> Well, you don't have to convince the whole BSD world, you just have
> to convince one of the three BSD distributions. BSD is not as
> monolithic as you make out. Also, there's nothing stopping you from
> doing your own BSD distribution, should you not like the ones out
In fact, there is nothing stopping you from making your own proprietary OS
based on BSD code.
> there. I think that the fact that we don't have a zillion different
> distributions is a testement to the good design of the userland,
> and what is and isn't included in it.
BSD doesn't have a zillion different distributions? That's a good one!
BSD has a zillion different organizations with many distributions each!

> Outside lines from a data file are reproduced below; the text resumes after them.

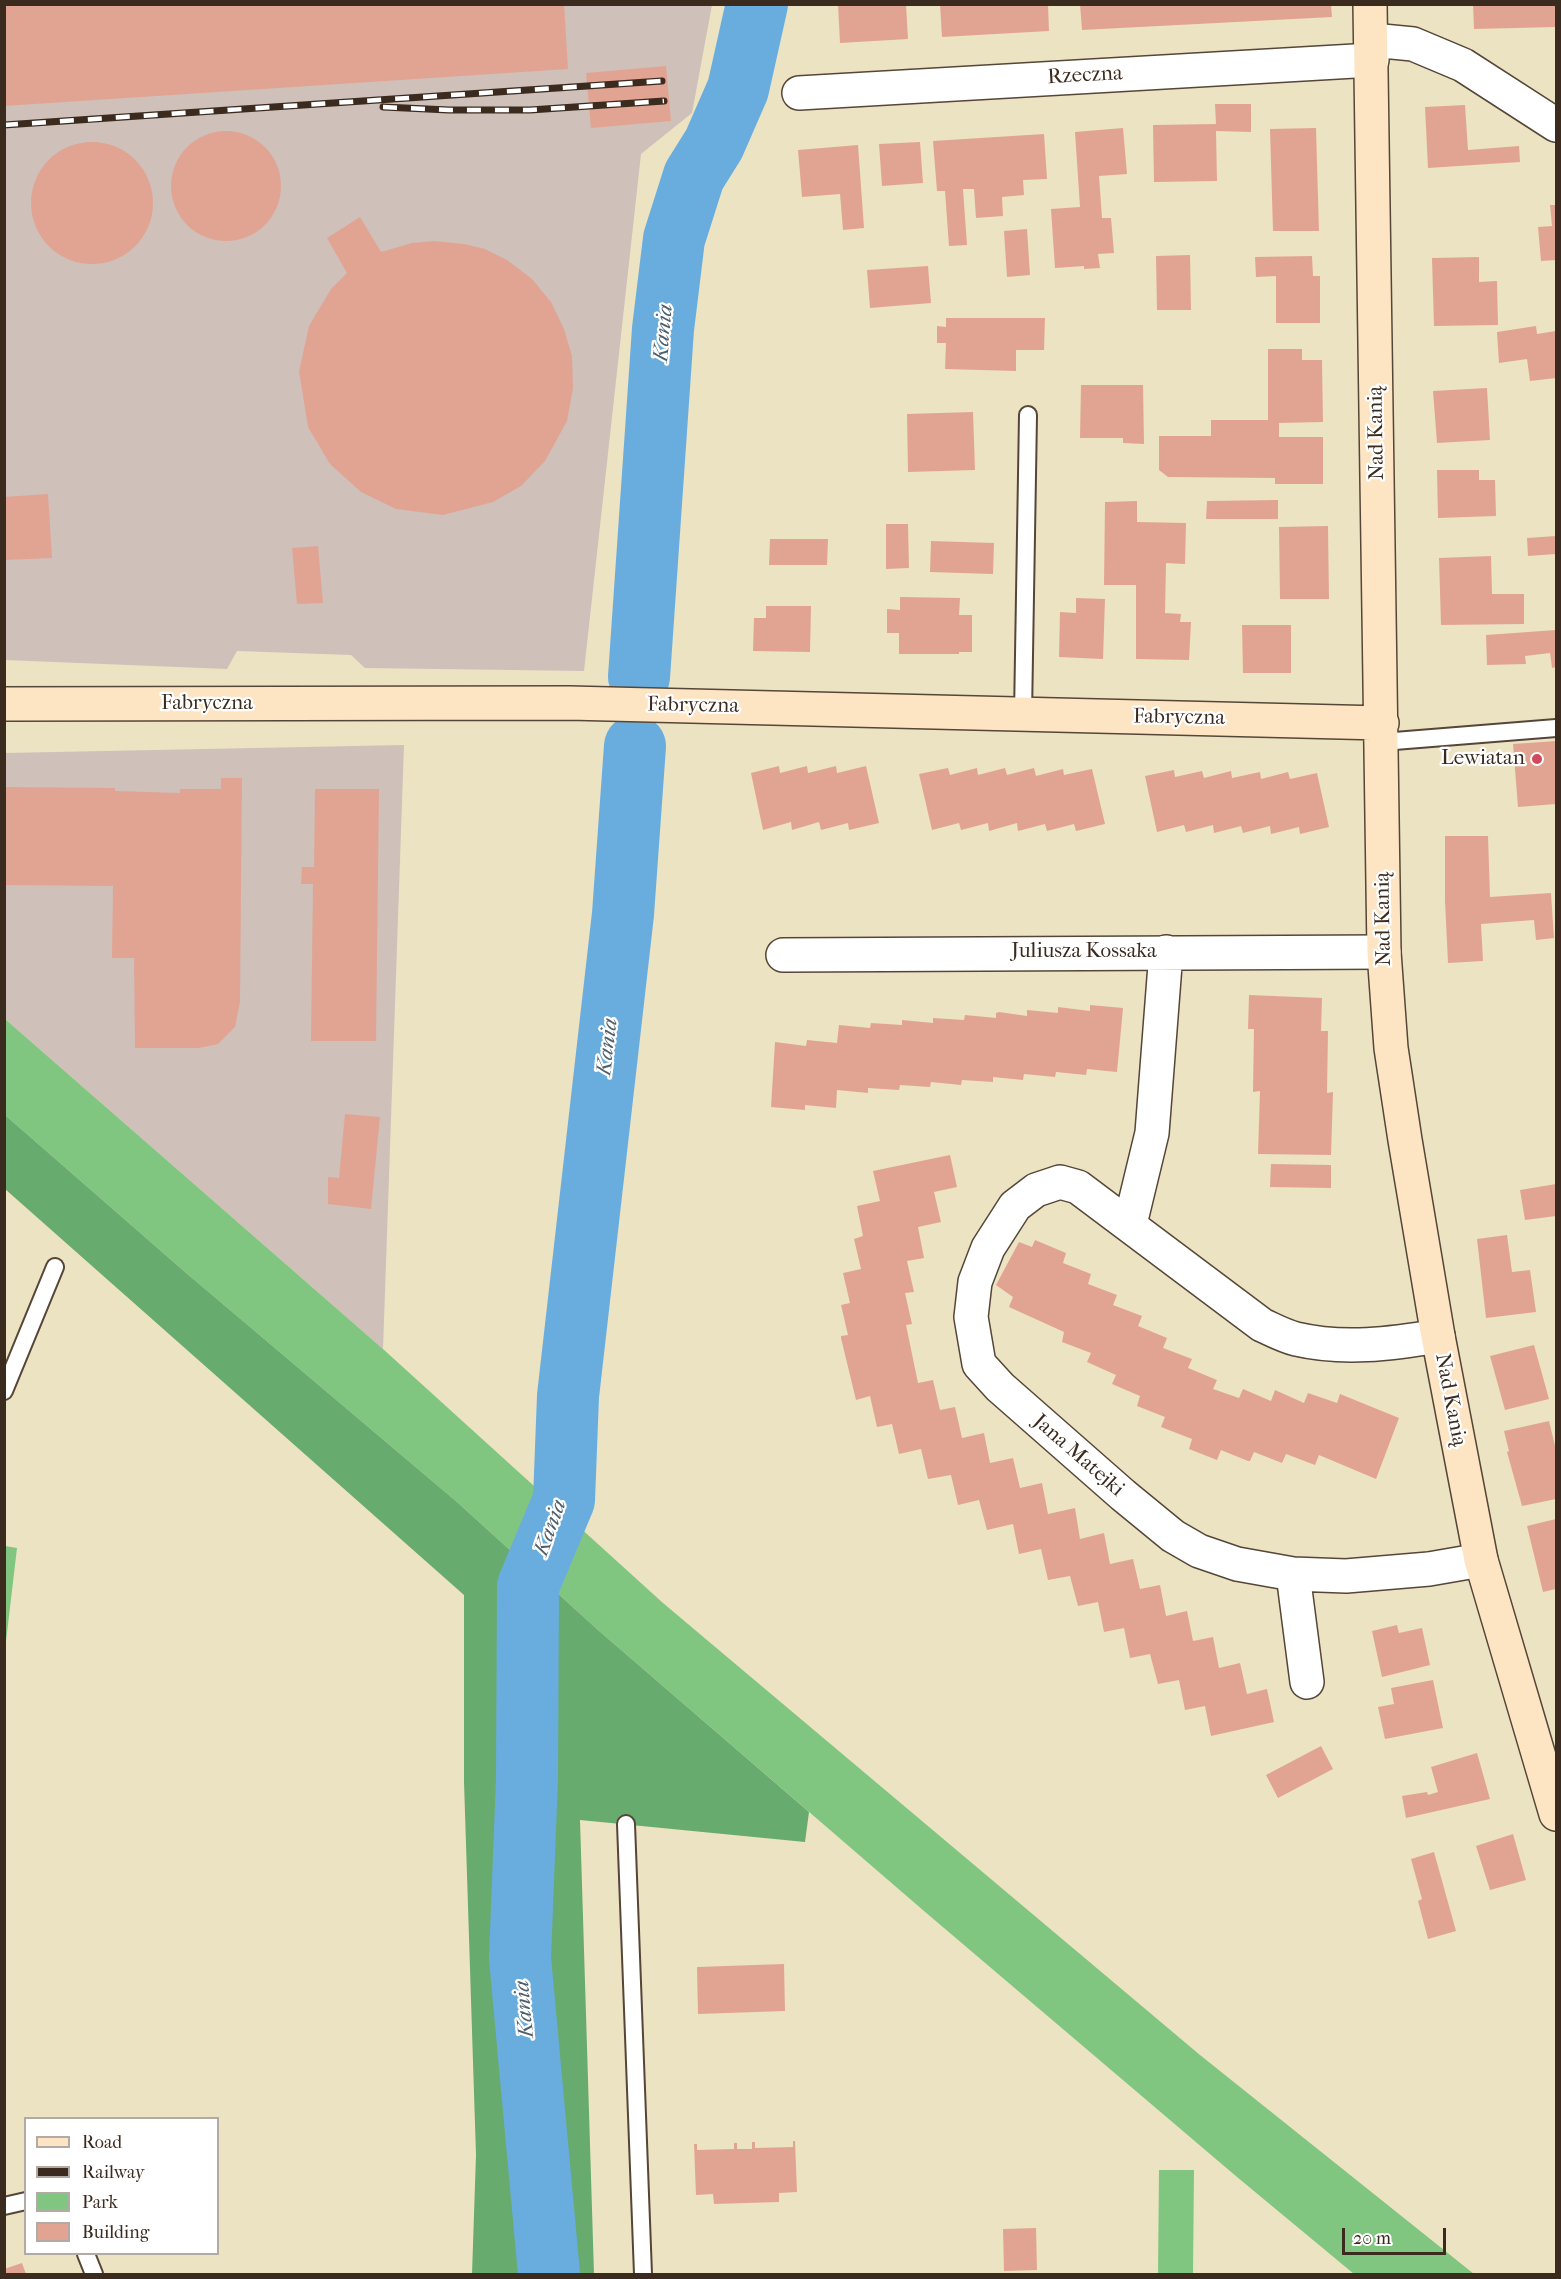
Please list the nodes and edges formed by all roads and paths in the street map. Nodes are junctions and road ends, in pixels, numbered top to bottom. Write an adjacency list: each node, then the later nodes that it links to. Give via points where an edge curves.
1 (1370, 4): 2 (street, Nad Kanią)
2 (1372, 50): 3 (street, Rzeczna); 4 (street, Rzeczna, via 1413,44 1463,65); 9 (street, Nad Kanią)
3 (799, 93)
4 (1557, 125)
5 (1028, 415): 7 (lane)
6 (4, 704): 7 (street, Fabryczna, via 569,703)
7 (1023, 715): 9 (street, Fabryczna)
8 (1557, 728): 9 (lane)
9 (1382, 732): 11 (street, Nad Kanią)
10 (1166, 952): 11 (street, Juliusza Kossaka); 12 (street, Juliusza Kossaka); 13 (street, via 1152,1133)
11 (1384, 952): 15 (street, Nad Kanią, via 1391,1048)
12 (783, 955)
13 (1130, 1224): 15 (street, Jana Matejki, via 1262,1325 1294,1339 1334,1346); 18 (street, Jana Matejki, via 1078,1186 1060,1182 1036,1190 1015,1206 988,1248 975,1282 971,1317 979,1364 1000,1388 1173,1536 1199,1551 1237,1564)
14 (55, 1267): 16 (lane)
15 (1438, 1336): 17 (street, Nad Kanią)
16 (4, 1391)
17 (1481, 1560): 18 (street, Jana Matejki, via 1346,1576); 20 (street, Nad Kanią)
18 (1293, 1574): 19 (street)
19 (1307, 1682)
20 (1548, 1754): 21 (street, Nad Kanią)
21 (1557, 1814)
22 (626, 1824): 27 (lane)
23 (24, 2201): 24 (lane)
24 (4, 2206)
25 (87, 2255): 26 (lane)
26 (94, 2274)
27 (643, 2274)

Let's see, there is OpenBS, Net BSD, FreeBSD, BSD/OS... Then there
are operating systems that were derived from BSD code like SunOS,
ancient HP-UX, ...
Would the real BSD please stand up?
> And, as I've mentioned before, the fragmentation caused by the
> number of Linux distributions out there causes its own problems.
> You can take a binary compiled for NetBSD 1.0 and run it on any
> NetBSD system out there, so long as it's not been mucked up too
What about running them on BSD/OS? Or OpenBSD?
> much by the user. Under Linux? Well, you start hoping you have the
> right libc.
This is understandable; libc is under transition right now. This will stabilize
and there will only be one, once again. With the new libc come new benefits;
thread safety, integrated POSIX threads support, compliance with new UNIX
standards.
What steps are the various BSD sects taking toward Unix98 compliance?
> That's ok. I'm not asking you to be interested in it. I'm just
> responding to yet another propagation of the myth that BSD is more
> `closed' than Linux.
You mean there aren't any proprietary operating systems that are based on
BSD code? It's a question of which BSD derivative is open and which isn't.